List:General Discussion« Previous MessageNext Message »
From:Steve Edberg Date:June 22 2007 7:24am
Subject:Re: Blob data
View as plain text  
At 12:11 PM +0530 6/22/07, Ratheesh K J wrote:
>Hello All,
>I want a clarification. Whe run a forum wherein people send messages 
>with/without attachments. Attachments may contain images, documents 
>etc.. We are actually storing the attachment in a blob column. 
>Sometimes the attachments are big. And today the table size has 
>grown to 40 GB. This has created a headache for any maintanance 
>task, backup, restoration. etc.
>I want to know whether this is the right approach. Or should we 
>actually store the attachments in directories and just stiore the 
>attachment path in the database.
>Kindly suggest the best approach so that I can reduce the database size.
>Thanks in advance

Yes, storing files - especially non-textual files - in the file 
system instead of the database is generally considered the best 

At one point I had created a document management system that stored 
everything in the database as you are doing; my rationale was that it 
allowed me to manage permissions using the existing database 
permissions, and to back up the whole database using mysqldump, vs 
mysqldump + doing a tar of the files. However, I abandoned this 
approach for the following reasons:

(1) Storing non-plaintext items (eg; pictures) in the database makes 
it bigger and slower without added value - you can't (at least not 
yet, or in the foreseeable future) do a meaningful search on a blob.

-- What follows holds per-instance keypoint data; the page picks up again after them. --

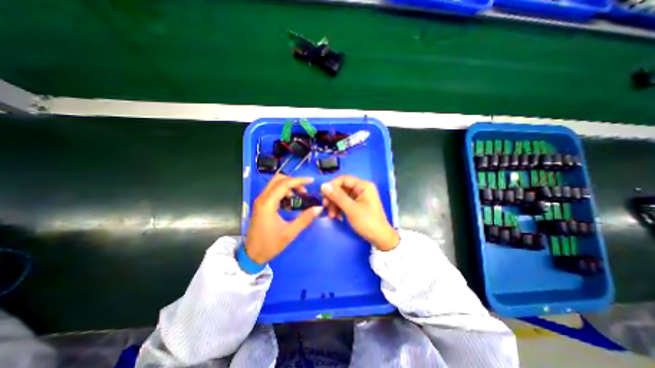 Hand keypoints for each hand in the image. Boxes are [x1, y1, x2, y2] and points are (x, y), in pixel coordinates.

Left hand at [244, 174, 322, 262]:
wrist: (251, 255)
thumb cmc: (270, 244)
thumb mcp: (290, 233)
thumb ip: (305, 219)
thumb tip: (319, 208)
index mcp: (267, 204)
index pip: (284, 184)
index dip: (299, 180)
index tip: (311, 181)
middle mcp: (262, 198)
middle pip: (278, 179)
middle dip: (293, 181)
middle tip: (304, 190)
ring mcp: (260, 201)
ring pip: (275, 184)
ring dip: (289, 186)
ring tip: (299, 197)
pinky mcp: (261, 205)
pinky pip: (273, 191)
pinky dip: (283, 192)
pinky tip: (291, 202)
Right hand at [322, 173, 398, 249]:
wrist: (380, 239)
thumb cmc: (368, 222)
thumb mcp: (351, 209)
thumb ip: (337, 196)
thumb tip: (323, 185)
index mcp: (363, 186)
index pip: (343, 179)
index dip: (332, 185)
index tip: (323, 195)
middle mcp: (361, 189)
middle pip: (341, 188)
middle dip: (332, 198)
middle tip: (325, 207)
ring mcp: (358, 197)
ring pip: (340, 196)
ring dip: (334, 205)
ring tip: (332, 216)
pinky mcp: (356, 204)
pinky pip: (343, 202)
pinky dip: (338, 209)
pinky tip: (336, 217) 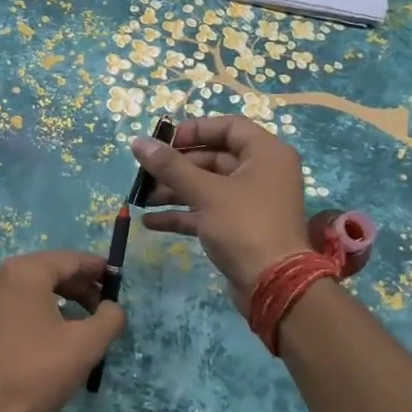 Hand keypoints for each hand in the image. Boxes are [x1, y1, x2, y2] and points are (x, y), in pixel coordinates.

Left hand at [0, 250, 125, 411]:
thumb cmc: (35, 371)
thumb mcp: (85, 345)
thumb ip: (109, 319)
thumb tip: (113, 307)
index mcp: (24, 272)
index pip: (69, 259)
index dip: (97, 268)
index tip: (119, 281)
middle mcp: (0, 276)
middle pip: (50, 271)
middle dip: (81, 286)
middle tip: (106, 307)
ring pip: (34, 290)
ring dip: (63, 301)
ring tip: (87, 324)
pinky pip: (18, 305)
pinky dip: (41, 312)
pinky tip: (57, 336)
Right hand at [132, 116, 311, 308]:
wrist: (273, 285)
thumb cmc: (245, 226)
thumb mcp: (205, 192)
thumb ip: (170, 166)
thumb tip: (138, 142)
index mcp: (266, 153)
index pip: (229, 126)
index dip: (195, 130)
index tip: (164, 141)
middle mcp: (262, 173)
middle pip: (214, 157)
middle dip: (177, 166)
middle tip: (145, 173)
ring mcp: (251, 202)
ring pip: (208, 187)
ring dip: (175, 191)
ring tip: (141, 199)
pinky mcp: (240, 228)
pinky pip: (208, 212)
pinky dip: (183, 214)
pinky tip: (151, 222) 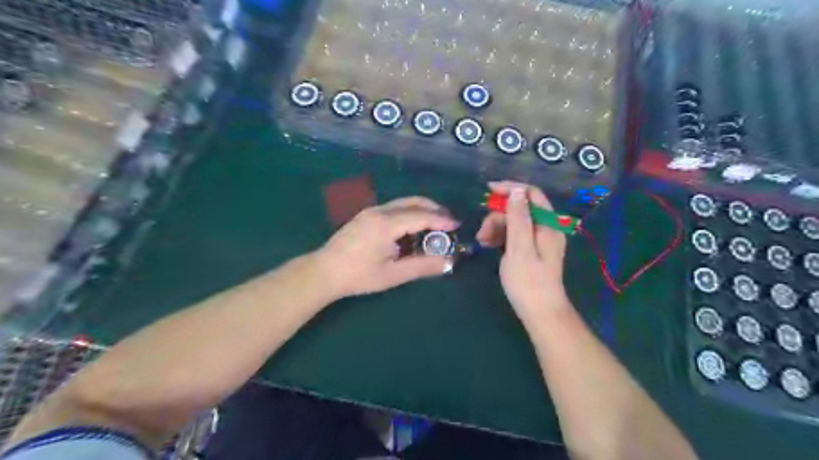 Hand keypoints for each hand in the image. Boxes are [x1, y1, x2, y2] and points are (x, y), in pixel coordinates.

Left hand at [313, 197, 456, 296]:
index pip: (421, 215)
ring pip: (403, 203)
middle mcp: (380, 211)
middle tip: (449, 222)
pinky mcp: (366, 216)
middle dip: (434, 209)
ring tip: (434, 226)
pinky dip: (409, 214)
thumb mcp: (393, 274)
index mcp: (386, 223)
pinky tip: (412, 229)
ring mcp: (371, 211)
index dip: (441, 219)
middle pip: (413, 202)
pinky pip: (394, 208)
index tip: (457, 225)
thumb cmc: (358, 276)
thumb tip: (448, 262)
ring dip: (421, 211)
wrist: (324, 272)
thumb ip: (422, 266)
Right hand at [474, 181, 571, 320]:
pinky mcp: (531, 249)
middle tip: (482, 232)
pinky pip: (514, 233)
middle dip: (498, 215)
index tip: (487, 191)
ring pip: (514, 221)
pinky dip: (500, 236)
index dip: (510, 189)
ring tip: (482, 242)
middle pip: (520, 208)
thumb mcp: (519, 248)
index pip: (531, 194)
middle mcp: (546, 227)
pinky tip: (488, 245)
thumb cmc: (528, 282)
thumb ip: (518, 218)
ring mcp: (538, 239)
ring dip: (496, 226)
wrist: (540, 312)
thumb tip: (516, 192)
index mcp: (548, 224) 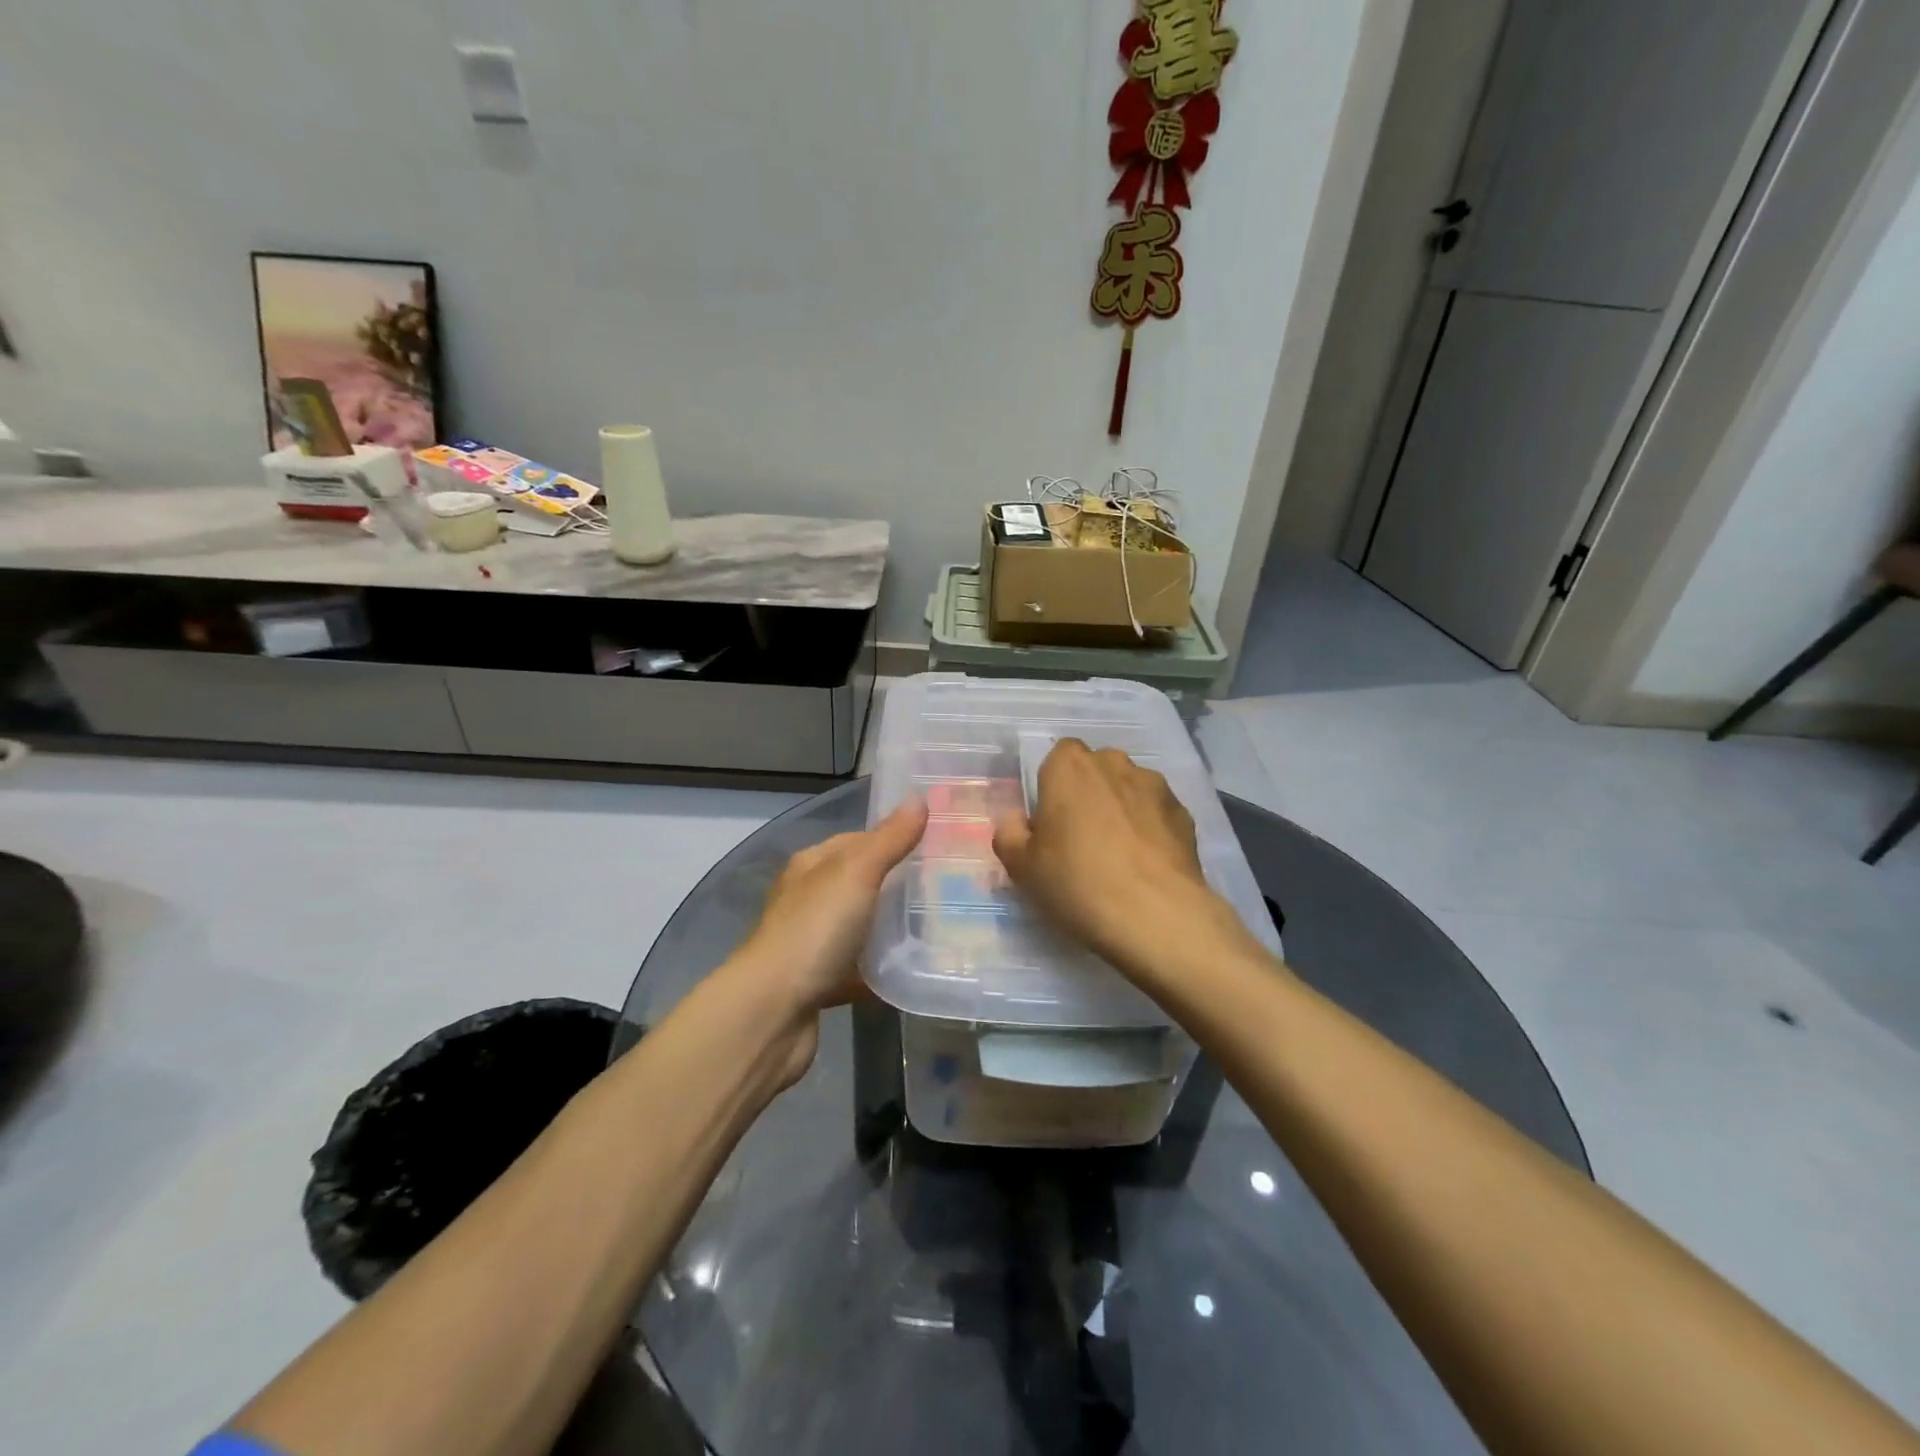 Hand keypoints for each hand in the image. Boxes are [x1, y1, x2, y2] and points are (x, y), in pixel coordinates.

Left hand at [728, 799, 926, 1084]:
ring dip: (893, 929)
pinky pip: (860, 968)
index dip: (897, 838)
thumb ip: (889, 839)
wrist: (772, 1012)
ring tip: (941, 927)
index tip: (939, 845)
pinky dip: (882, 969)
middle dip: (901, 885)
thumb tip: (919, 798)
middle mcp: (809, 898)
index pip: (860, 840)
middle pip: (863, 883)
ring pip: (862, 926)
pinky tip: (913, 969)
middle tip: (949, 888)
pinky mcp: (821, 982)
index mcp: (813, 865)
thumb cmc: (815, 931)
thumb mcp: (856, 873)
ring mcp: (813, 942)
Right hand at [994, 740, 1238, 978]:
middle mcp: (1114, 764)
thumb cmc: (1077, 883)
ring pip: (1129, 789)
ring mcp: (1155, 786)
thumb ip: (1010, 834)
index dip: (1054, 786)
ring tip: (1119, 855)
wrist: (1156, 916)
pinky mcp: (1184, 813)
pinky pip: (1157, 813)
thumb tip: (1016, 820)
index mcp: (1069, 767)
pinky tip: (1146, 865)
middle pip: (1096, 769)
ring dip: (1121, 809)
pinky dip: (1150, 829)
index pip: (1059, 756)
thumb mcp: (1022, 867)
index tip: (1052, 821)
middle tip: (1081, 838)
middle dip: (1089, 793) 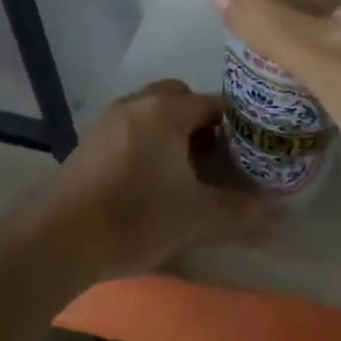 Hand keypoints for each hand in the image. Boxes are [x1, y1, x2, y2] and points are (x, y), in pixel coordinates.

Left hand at [53, 81, 276, 278]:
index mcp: (167, 110)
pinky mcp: (89, 143)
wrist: (58, 241)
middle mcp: (138, 104)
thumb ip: (241, 215)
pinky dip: (148, 144)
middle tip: (216, 160)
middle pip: (181, 99)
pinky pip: (131, 129)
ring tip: (186, 173)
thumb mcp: (196, 218)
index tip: (250, 152)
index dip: (237, 126)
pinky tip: (151, 182)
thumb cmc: (136, 218)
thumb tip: (282, 221)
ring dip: (173, 133)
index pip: (215, 103)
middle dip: (202, 124)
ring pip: (153, 113)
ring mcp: (109, 121) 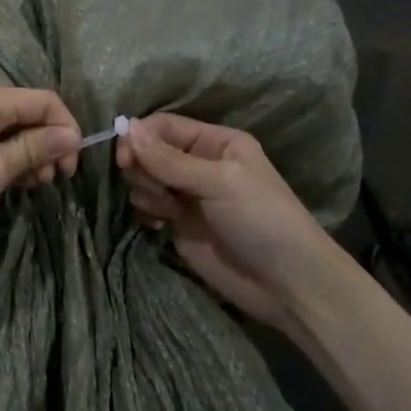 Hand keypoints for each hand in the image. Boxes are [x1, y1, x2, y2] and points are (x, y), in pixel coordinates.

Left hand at [0, 85, 81, 253]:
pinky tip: (14, 185)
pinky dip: (10, 161)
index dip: (65, 129)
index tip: (71, 167)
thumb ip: (35, 148)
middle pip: (29, 113)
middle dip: (48, 144)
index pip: (44, 100)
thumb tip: (72, 135)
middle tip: (52, 181)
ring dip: (30, 156)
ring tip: (32, 186)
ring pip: (13, 131)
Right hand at [117, 113, 325, 328]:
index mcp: (215, 142)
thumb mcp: (219, 182)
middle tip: (157, 192)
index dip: (139, 138)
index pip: (163, 126)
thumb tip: (126, 126)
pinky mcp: (178, 224)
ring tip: (168, 212)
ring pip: (144, 179)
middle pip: (148, 151)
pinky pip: (146, 206)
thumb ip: (169, 159)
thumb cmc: (262, 220)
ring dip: (146, 193)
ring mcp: (187, 194)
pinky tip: (159, 226)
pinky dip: (145, 212)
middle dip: (142, 169)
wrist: (286, 284)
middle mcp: (198, 163)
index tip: (124, 160) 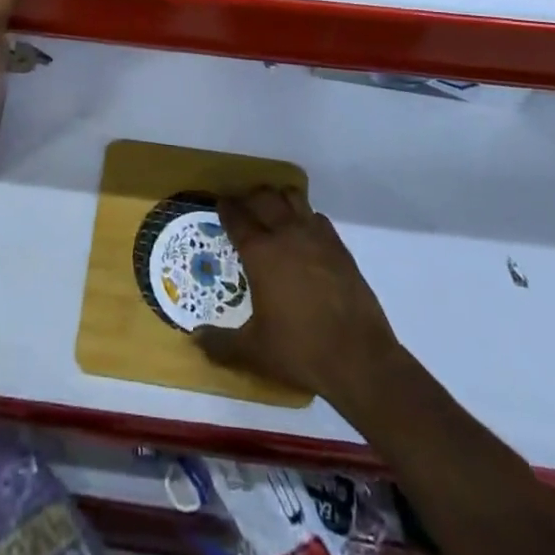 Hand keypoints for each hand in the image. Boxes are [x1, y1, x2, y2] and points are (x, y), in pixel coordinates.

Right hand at [196, 187, 404, 412]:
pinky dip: (306, 216)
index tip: (220, 203)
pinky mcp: (339, 246)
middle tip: (242, 205)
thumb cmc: (300, 351)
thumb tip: (195, 340)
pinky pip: (317, 217)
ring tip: (272, 210)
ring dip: (278, 199)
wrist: (359, 358)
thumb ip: (220, 345)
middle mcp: (286, 234)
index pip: (237, 217)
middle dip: (250, 197)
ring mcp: (315, 236)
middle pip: (263, 198)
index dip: (226, 207)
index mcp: (260, 253)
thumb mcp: (254, 352)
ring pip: (292, 199)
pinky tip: (303, 232) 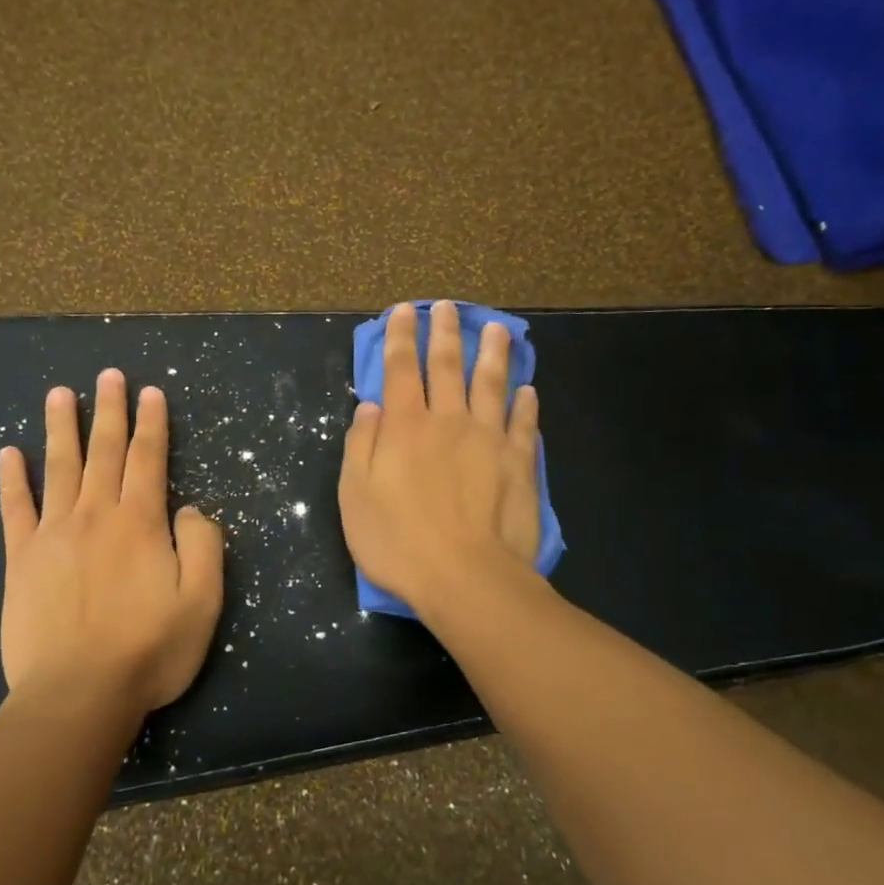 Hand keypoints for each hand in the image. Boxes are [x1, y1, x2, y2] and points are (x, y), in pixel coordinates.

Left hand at [0, 369, 224, 718]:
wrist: (77, 695)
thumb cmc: (148, 651)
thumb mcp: (202, 602)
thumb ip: (204, 546)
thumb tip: (189, 508)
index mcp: (140, 523)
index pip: (148, 459)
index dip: (152, 423)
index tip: (150, 392)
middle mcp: (96, 515)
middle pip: (104, 451)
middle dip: (109, 410)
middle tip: (108, 374)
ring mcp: (53, 534)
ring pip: (59, 467)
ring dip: (61, 427)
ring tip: (60, 393)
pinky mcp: (21, 559)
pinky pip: (15, 508)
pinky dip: (12, 478)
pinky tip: (9, 452)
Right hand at [338, 301, 542, 615]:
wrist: (466, 578)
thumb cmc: (399, 541)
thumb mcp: (356, 495)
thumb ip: (362, 445)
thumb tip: (370, 405)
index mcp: (405, 427)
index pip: (401, 369)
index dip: (401, 337)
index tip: (404, 311)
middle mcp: (448, 421)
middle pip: (447, 366)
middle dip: (445, 332)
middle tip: (448, 306)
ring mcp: (489, 439)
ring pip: (491, 384)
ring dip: (493, 354)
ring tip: (497, 329)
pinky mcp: (518, 463)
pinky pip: (523, 424)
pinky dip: (525, 403)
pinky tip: (527, 390)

(2) It becomes more difficult to split storage out onto multiple 
filesystems; eg, leaving the database files in /var/database, putting 
the documents themselves into /home/docmanager, etc.

(3) It makes queries on the commandline unwieldy; if you have a blob 
field, doing a select * to check a record's contents can dump a lot 
of garbage on the screen.

(4) It can make doing incremental backups more difficult; if the 
documents themselves are relatively static, but the document metadata 
stored in the database is very dynamic, it becomes simple to do a 
compact daily database dump + a weekly document directory backup (for 
example) if the files are not in the database.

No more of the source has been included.